Picture an uncooked grain of rice. Now, imagine a world in which that tiny rice grain could open doors for you, pay for your groceries, and start your car. This little rice sized resource replaces your giant wallet and a janitor-sized key ring. When you meet someone at an event, a handshake imports their contact information into your phone. In this world, you don’t scan a barcode to access the gym or board a plane because your rice grain is as unique to you as your social security number. This little grain of rice also acts as your personal security safeguard. It ensures that no one but you can use your firearm and will dispatch your location to your loved ones should you ever get lost.
Your rice grain sounds incredibly impressive. The only catch is that you have to have it with you at all times. How would you keep track of such a tiny thing? Well, the most popular solution is to implant it into your skin- right between your thumb and your index finger.
Suddenly- your tiny magical grain seems less appealing, doesn't it?

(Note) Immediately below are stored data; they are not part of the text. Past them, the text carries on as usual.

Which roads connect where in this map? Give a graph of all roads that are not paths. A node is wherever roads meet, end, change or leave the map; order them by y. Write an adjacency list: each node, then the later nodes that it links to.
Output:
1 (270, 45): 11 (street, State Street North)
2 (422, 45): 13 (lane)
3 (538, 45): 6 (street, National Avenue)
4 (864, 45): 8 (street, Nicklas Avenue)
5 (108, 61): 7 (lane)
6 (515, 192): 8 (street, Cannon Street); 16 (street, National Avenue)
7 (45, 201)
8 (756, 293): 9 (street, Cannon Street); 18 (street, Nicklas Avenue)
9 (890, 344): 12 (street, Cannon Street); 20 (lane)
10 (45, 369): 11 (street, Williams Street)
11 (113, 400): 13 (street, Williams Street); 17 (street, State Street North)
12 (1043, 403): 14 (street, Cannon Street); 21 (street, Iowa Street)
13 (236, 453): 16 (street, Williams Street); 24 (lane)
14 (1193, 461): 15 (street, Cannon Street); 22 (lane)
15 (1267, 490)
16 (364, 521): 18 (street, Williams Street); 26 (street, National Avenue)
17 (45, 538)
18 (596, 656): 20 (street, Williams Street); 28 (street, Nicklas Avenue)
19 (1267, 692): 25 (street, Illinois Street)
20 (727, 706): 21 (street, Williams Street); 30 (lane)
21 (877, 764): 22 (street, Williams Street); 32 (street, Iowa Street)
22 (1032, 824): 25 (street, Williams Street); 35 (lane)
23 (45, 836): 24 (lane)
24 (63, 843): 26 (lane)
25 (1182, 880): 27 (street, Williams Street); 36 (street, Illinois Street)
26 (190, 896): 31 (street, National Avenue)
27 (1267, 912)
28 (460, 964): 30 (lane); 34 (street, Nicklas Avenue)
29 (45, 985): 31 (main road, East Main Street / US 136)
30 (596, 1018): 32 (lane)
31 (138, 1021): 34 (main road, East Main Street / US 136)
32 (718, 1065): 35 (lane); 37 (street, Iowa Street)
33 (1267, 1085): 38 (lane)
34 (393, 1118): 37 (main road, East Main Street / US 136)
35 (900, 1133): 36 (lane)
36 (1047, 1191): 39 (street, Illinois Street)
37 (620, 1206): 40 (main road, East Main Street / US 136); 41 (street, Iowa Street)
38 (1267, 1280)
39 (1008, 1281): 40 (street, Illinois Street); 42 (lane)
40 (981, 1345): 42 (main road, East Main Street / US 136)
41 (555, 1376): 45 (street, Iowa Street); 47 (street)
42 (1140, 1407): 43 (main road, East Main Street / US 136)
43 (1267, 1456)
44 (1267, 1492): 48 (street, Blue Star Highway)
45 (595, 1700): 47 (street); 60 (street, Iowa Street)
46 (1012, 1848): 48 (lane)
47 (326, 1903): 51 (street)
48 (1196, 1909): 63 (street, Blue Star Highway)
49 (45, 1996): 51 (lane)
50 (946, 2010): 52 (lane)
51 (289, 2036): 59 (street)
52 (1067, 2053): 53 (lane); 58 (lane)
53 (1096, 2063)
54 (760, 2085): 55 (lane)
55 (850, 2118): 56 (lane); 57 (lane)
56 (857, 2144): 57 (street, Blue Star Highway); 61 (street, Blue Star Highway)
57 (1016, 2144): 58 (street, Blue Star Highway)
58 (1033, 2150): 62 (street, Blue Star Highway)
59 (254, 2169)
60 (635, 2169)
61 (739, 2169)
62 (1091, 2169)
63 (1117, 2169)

There is a technology available today that make all of the above listed “what if” scenarios a reality. This innovation is called a short-range radio frequency identifier (RFID). You likely already use variations of short-range RFID technology in your everyday life. The key card you tap on a sensor near the door at work? RFID technology is what “unlocks” the door and lets you in. RFID is the tech that allows you to start the car with the push of a button. It is also the reason you can use the cashless express lane at the toll booth.
The brilliance of RFID is the short-range element of the equation. Unless you are physically next to the object, it won’t function. This extends beyond convenience and into safety. If RFID technology is implemented risk is mitigated, theft is combatted, and accidents are far less likely to happen.
So, if the benefits of this short-range RFID technology are so obvious- what is the problem? Human microchipping is creepy. That’s the problem.
Microchips have a stigma. The mere mention of the word conjures images of a gray dystopian landscape where ominous cyborgs with glowing eyes roam the land looking for humans to destroy. Personally, I find the idea of implanting technology under my skin unsettling, to say the least. The concern that employers may be able to track your every movement is a very real threat to your privacy rights. Perhaps presenting greater anxiety than employer control, is the ability of the authorities to monitor and manipulate those individuals with microchip implants. The science behind these implanted microchips is still new and experimental, so it unclear what level of management the manufacturers of the tech will have over the implants.
With so many questions to be answered and so little research/ regulation- I do not think we are ready, as a society, to embrace microchip implants. However, given the convenience and safety benefits of short-range RFID technology, I do not think we should abandon the innovation altogether. I believe there is a “happy medium” between RFID keys as we use them now and RFID implants.
The main issue with RFID cards, as I understand it, is one of efficiency. If you lose your RFID card, you can’t open the door at work. If your hands are full, you can’t fish the RFID-enabled keys out of your backpack to start your car. You may have multiple RFID cards and keys for different environments. Compared to the RFID card, a microchip implant begins to look like the solution to all of these inconveniences. But my question is: why an implant?
I have a ring that my grandmother gave me when I was 15 that I haven't taken off my finger in a decade. I know plenty of individuals who have similar items that they never remove. Piercings are an example. If the only drawback to the RFID microchip is the permanence of the implant, why are we not just fixing these RFID chips to rings, bracelets, or piercings? The same level of efficiency is awarded without the risk that comes with inserting a foreign object under your skin. In my opinion, the aforementioned low-tech option is the solution to this highly technical and ethically questionable problem.